Furthermore, the new regulation clearly shows the ambition to reorganize the market, but it does not yet allow MFIs to collect public savings, which deprives them of an additional source of financing.
The establishment of appropriate and evolving regulation for the microfinance sector is a necessity as it is important to avoid a crisis in the sector, improve the performance of MFIs, attract donors and investors and improve the competitiveness and efficiency of MFIs.
The continued development of the Tunisian regulatory framework for Microfinance represents the main strength of the sector, which allows to create new opportunities that contribute to its development accordingly.
However, several challenges are still to be met, as mentioned above in terms of governance, microinsurance and financial education. Moreover, the Tunisian regulation on microfinance does not allow the collection of deposits, despite the existence of a strong demand for such a product. According to a study conducted by the World Bank/Cawtar, 2015, 81% of Tunisians are interested in micro-savings.
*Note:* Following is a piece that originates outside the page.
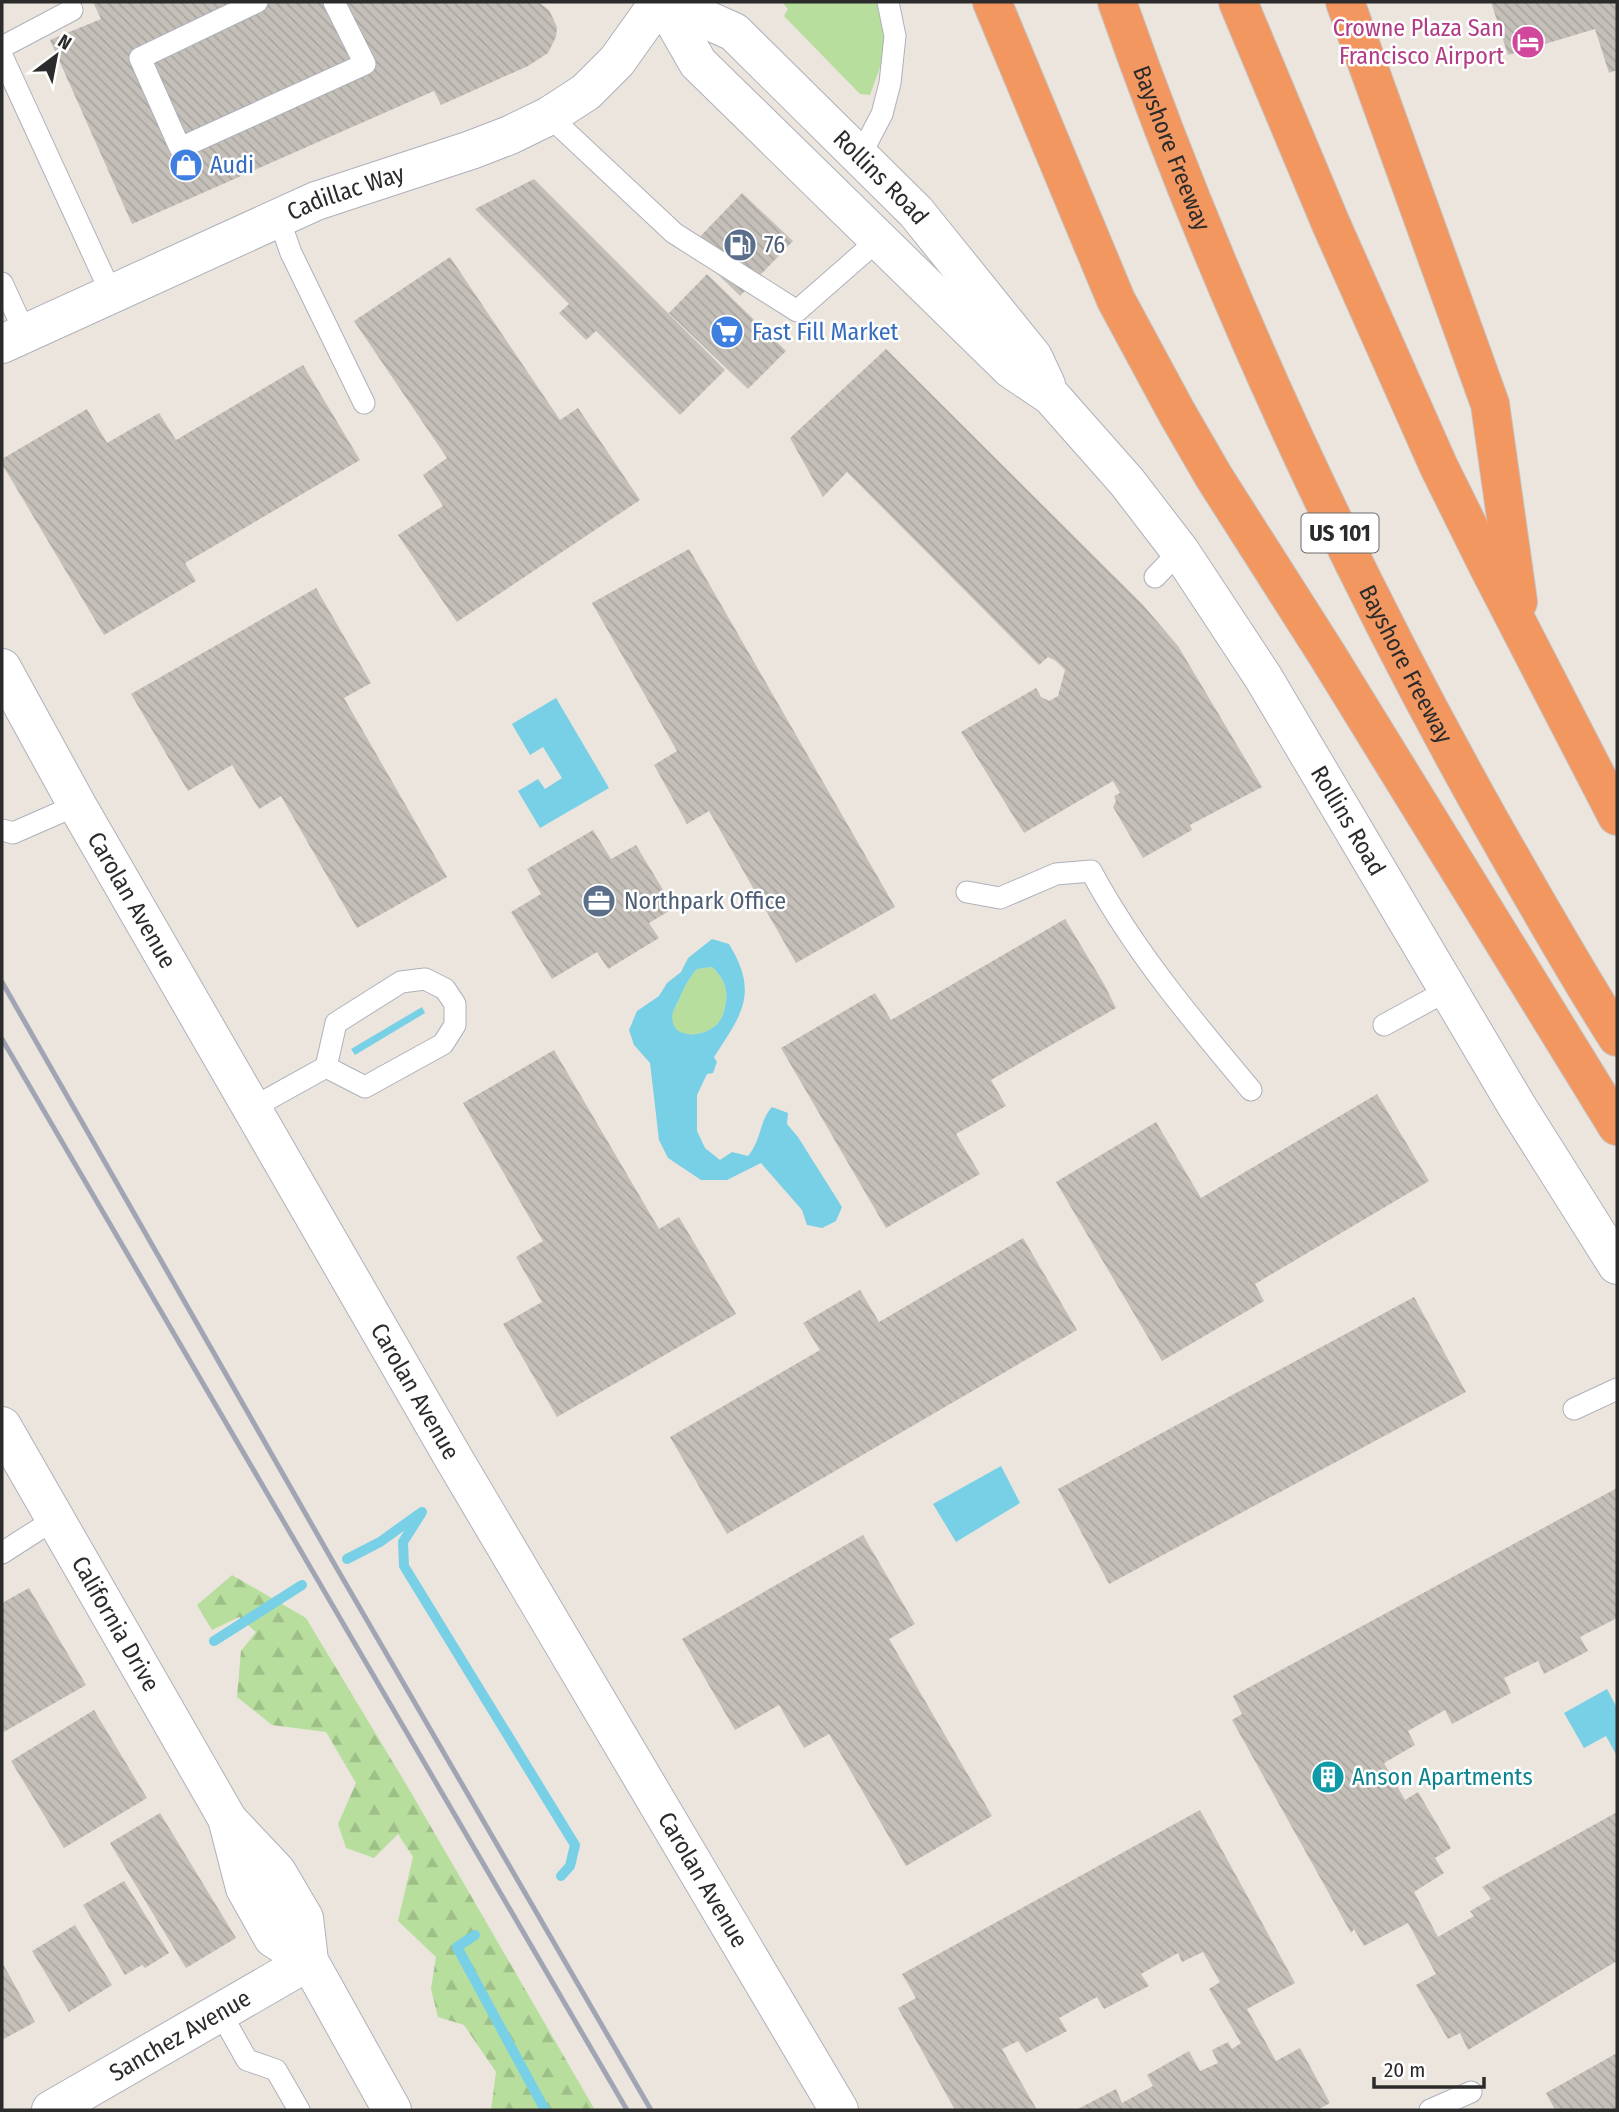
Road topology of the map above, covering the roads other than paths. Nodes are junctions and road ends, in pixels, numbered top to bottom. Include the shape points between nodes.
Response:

Thus, the establishment of a regulatory framework favoring the promotion of other inclusive financial services that will sustain microcredit such as microinsurance and micro-savings, will thus make it possible to devote the true shift from microcredit to microfinance.
Furthermore, the establishment of a comprehensive regulatory framework for digital finance is also a key factor in promoting economic inclusion in order to develop full and effective interoperability between different stakeholders of the Tunisian payment system: a need to support the development of the microfinance sector.